I photographed first growth this morning with Lola-the-Poodle.  The daylily, MING PORCELAIN,  looking clean, no burn, is up an inch.  DIVA ASSOLUTA, some of it on the edge of the clump, is up two inches.  David Hall's oldie, GUSTO, is up 3 or 4 inches.  BARBARA MITCHELL and most others are not up at all, saying "Brrrrrr!"  I photographed orange-red Witch Hazel this morning, too.  I'm thinking about my new daylily show for clubs and know I want to begin with the awakening garden, when crocuses alert us to the renewal that's coming as soon as the daffodils push farther up.  Daylily shows are not actually about daylilies, though they may look like it.  They are about hope, risk, vision, the journey to clearer sight, the process of learning to keep friends.  Daylily shows are about gardeners.  Bless gardeners.  Curses on thieves and scammers, who are thieves.  Flay them first, then curse them.

So, lately, a fog has begun to lift, one I didn't know was there.  I know it by its lifting.  I am shedding books and vinyl records.  This week I'm taking 10 boxes of sheet music and scores to the university where San had the best decade of her career, also a box of CDs for the Vocal Literature class and six boxes of books about music from our joint professorial library.  I'm staging surplus file cabinets and small furniture items in the garage for the big day in April when scavengers troll the streets of my neighborhood for the bulky items we place at the curb for pick-up.  We're limited to five items per household, but we can be confident about placing many more than that number out on the curb.

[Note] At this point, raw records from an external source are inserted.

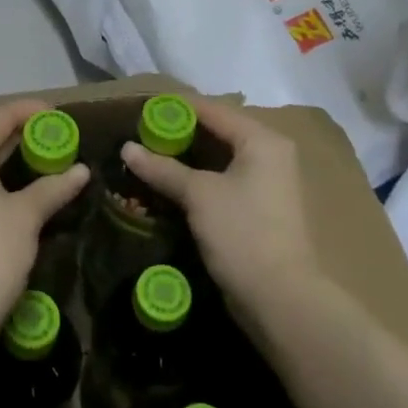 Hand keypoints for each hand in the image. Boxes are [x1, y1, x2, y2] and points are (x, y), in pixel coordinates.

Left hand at [0, 99, 90, 368]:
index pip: (1, 117)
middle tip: (59, 138)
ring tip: (46, 161)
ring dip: (11, 158)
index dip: (31, 111)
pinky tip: (23, 189)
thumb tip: (81, 171)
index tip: (60, 114)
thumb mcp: (27, 216)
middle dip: (23, 134)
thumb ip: (53, 188)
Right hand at [121, 97, 319, 318]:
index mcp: (262, 140)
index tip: (142, 109)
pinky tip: (172, 184)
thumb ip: (162, 168)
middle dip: (180, 133)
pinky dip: (200, 178)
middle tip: (142, 134)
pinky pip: (225, 180)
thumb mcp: (198, 195)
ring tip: (151, 156)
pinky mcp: (261, 208)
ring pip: (220, 158)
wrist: (280, 299)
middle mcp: (270, 154)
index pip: (213, 110)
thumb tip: (127, 148)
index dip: (177, 108)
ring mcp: (268, 183)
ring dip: (187, 158)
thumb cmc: (242, 233)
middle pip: (218, 132) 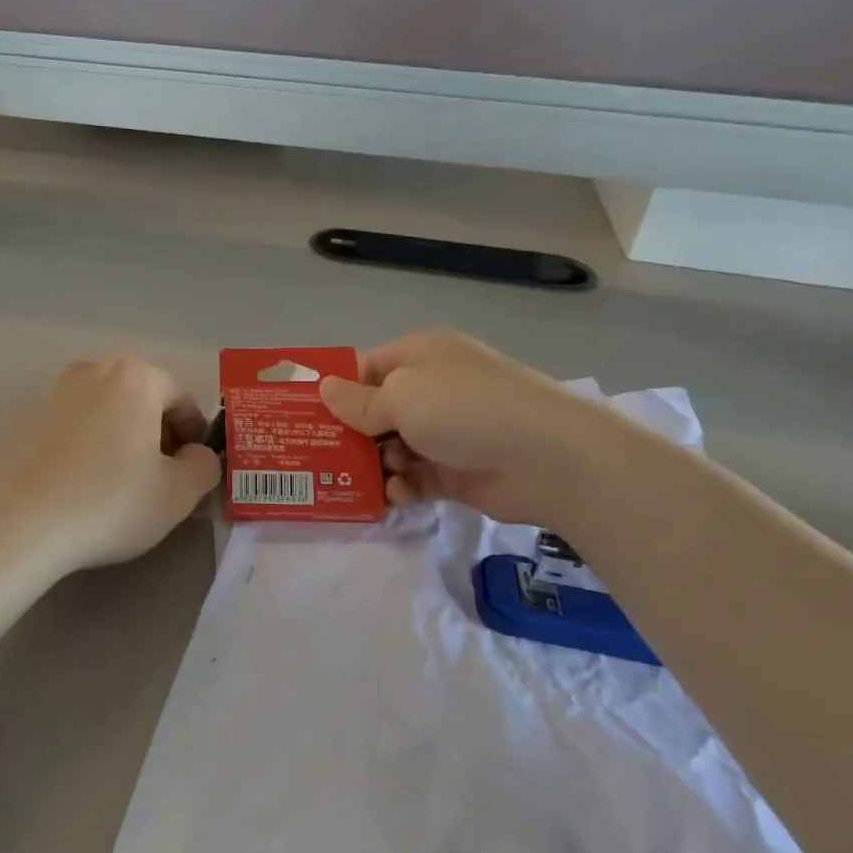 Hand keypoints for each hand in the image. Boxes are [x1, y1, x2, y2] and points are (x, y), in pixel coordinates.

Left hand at [0, 357, 221, 575]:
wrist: (19, 525)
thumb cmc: (109, 503)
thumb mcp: (178, 493)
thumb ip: (204, 466)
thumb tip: (196, 455)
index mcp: (136, 377)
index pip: (183, 401)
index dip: (195, 438)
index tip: (192, 472)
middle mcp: (94, 371)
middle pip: (144, 401)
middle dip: (159, 435)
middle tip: (161, 479)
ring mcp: (55, 393)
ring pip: (108, 412)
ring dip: (124, 440)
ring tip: (122, 484)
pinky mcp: (27, 420)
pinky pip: (76, 428)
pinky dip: (90, 447)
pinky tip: (85, 485)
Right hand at [318, 329, 623, 529]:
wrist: (548, 458)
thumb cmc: (466, 409)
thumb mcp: (402, 397)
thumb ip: (359, 402)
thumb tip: (324, 389)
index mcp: (420, 356)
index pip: (366, 367)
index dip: (336, 389)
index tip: (304, 415)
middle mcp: (432, 389)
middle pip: (376, 411)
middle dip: (350, 434)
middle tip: (318, 457)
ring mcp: (447, 431)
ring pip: (393, 448)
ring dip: (376, 464)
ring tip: (362, 479)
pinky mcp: (457, 470)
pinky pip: (416, 477)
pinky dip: (403, 487)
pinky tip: (396, 496) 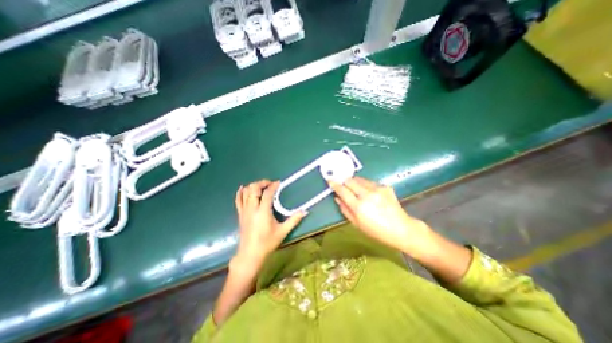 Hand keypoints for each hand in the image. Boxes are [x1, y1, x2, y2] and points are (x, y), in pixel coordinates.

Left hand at [233, 180, 305, 270]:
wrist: (250, 254)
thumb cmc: (267, 243)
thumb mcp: (283, 231)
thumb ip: (294, 220)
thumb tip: (305, 211)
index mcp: (263, 212)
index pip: (267, 193)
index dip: (273, 186)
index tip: (279, 183)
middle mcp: (252, 208)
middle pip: (254, 189)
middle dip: (262, 183)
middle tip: (270, 184)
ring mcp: (244, 211)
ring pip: (246, 192)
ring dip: (253, 186)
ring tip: (261, 186)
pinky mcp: (240, 214)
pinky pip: (238, 200)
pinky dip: (240, 192)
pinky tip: (243, 188)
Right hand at [330, 178, 428, 253]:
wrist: (401, 229)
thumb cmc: (376, 231)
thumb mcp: (357, 224)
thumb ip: (344, 209)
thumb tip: (337, 197)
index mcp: (359, 207)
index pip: (343, 190)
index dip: (335, 184)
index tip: (330, 180)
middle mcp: (367, 195)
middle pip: (350, 180)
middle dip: (344, 181)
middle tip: (343, 184)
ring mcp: (377, 189)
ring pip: (360, 179)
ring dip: (354, 182)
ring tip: (355, 189)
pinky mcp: (385, 186)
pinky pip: (370, 182)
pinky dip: (365, 185)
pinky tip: (368, 192) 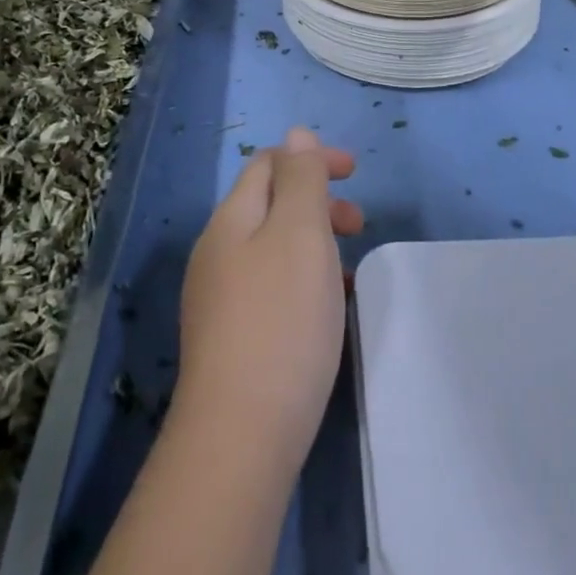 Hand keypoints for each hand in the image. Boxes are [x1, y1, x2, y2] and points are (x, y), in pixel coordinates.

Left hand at [175, 127, 363, 475]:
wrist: (239, 438)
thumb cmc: (280, 321)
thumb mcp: (300, 233)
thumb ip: (301, 178)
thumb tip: (296, 135)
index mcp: (231, 220)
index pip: (268, 164)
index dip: (311, 157)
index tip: (354, 172)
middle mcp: (217, 253)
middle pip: (269, 204)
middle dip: (316, 201)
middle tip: (358, 223)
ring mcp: (218, 300)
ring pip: (273, 249)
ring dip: (313, 243)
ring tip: (350, 269)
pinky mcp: (229, 341)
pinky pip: (272, 289)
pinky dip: (304, 282)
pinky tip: (327, 312) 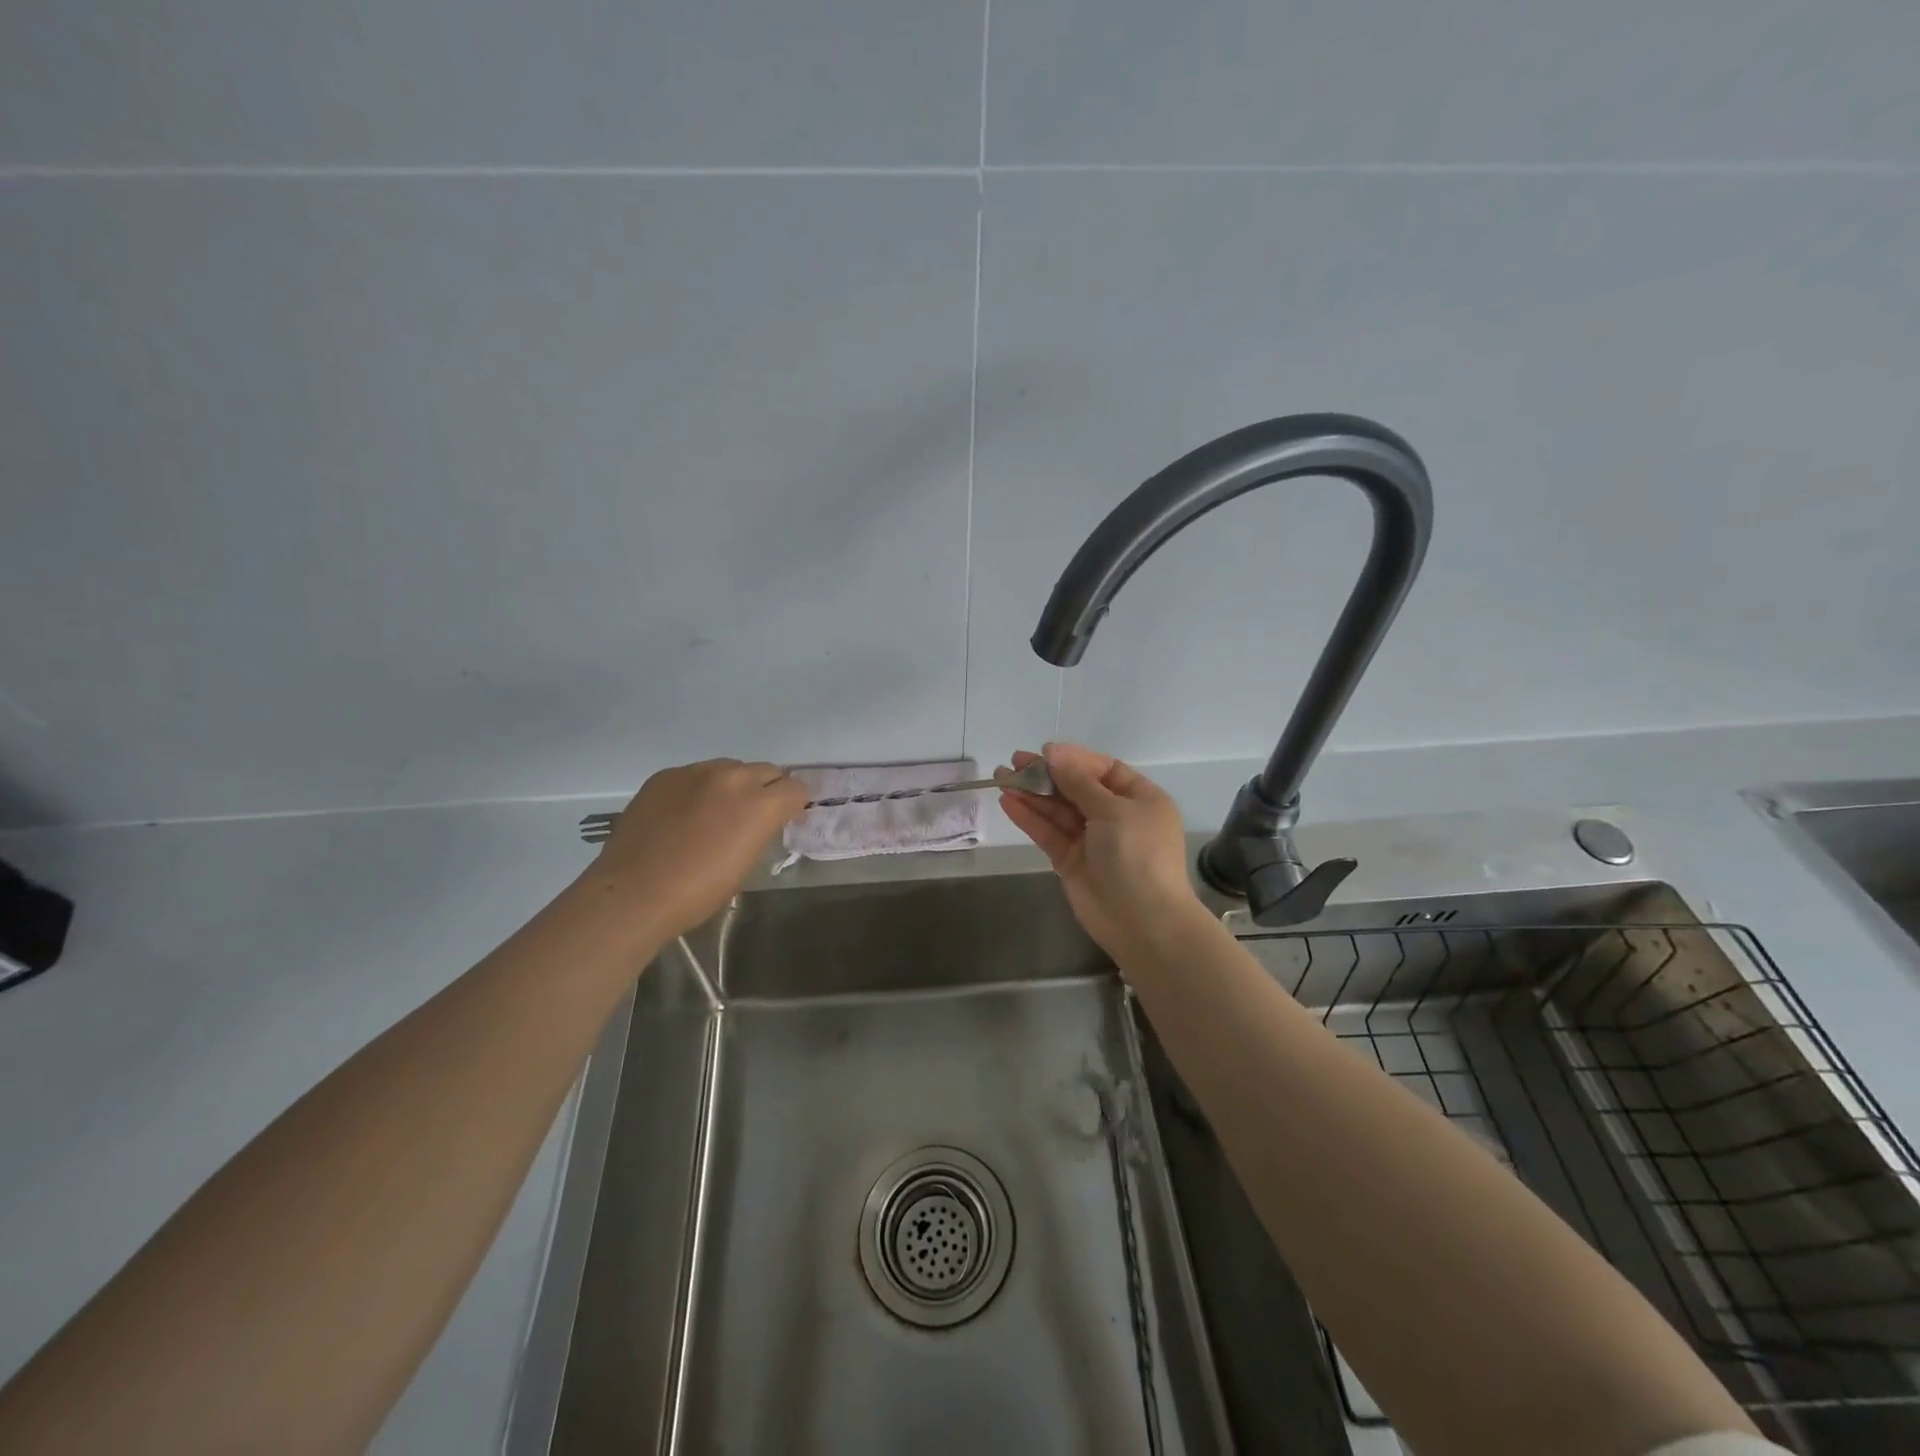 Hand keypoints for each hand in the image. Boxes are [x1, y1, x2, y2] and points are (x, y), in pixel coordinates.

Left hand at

Out! Out! Out!  San and I were complementary opposites.  She could not throw anything away except newspapers and junk mail other than retail catalogues.  I am a purger in need of a measure of restraint.  Rather than build more and more bookcases, I donate books I no longer need to reassure myself that I exist and that I have good taste.  I almost never reread a book, so why do I store read books on wooden shelves?  I think they constitute an environment, one of metaphorical mirrors (I have thought from time to time).

Soon purchased daylilies will begin to arrive and it will begin again.  I just printed Avery clear labels to put on EON plates for the seedling crop that will go into ground in May.

Last night while waiting for water to boil I leafed through the New Yorker magazine and came across a feature about Natalie Dessay, a soprano sensation I haven't heard about until last night.  I finished the article over breakfast and saw where she's taking on the role of Violetta in Verdi's La Traviata at the Santa Fe Opera this summer.  Eureka!  Kathy's birthday is in July.  I got on line and set up a birthday present a week early.  We're going to Santa Fe to see La Traviata and to sightsee for a couple of days the week after the Region 11 daylily meeting in Manhattan (not New York, but Kansas).  San daydreamed about us retiring to Santa Fe, a dream of a place in her opinion.  I didn't want to retire there, because of daylilies.  Arid air, water restrictions.

We were married there on Garcia Street in a friend's back yard almost 32 years before San died last June.  I lived there from 1972 to 1977 and I'll tell you, it is less of a dream to live there on a salary that's not enough, in a job you know you'll have to leave when it comes time for a tenure review.  Sometimes the sense of magic about a place depends pretty much on whether things are going well.  They were going well for San and me that summer, when she got up all the courage in the world and said, as we drove downtown a week before returning to Vermont, where I would be her sub while she went to France to study again for a month, "why don't we get married?"  Since that happy conclusion to our rekindled romance, Santa Fe has been extra-special to us and to me, and now it is time to plan to bring Kathy into the sense of special places, as she will for me when we go to her family reunion in southern California in August.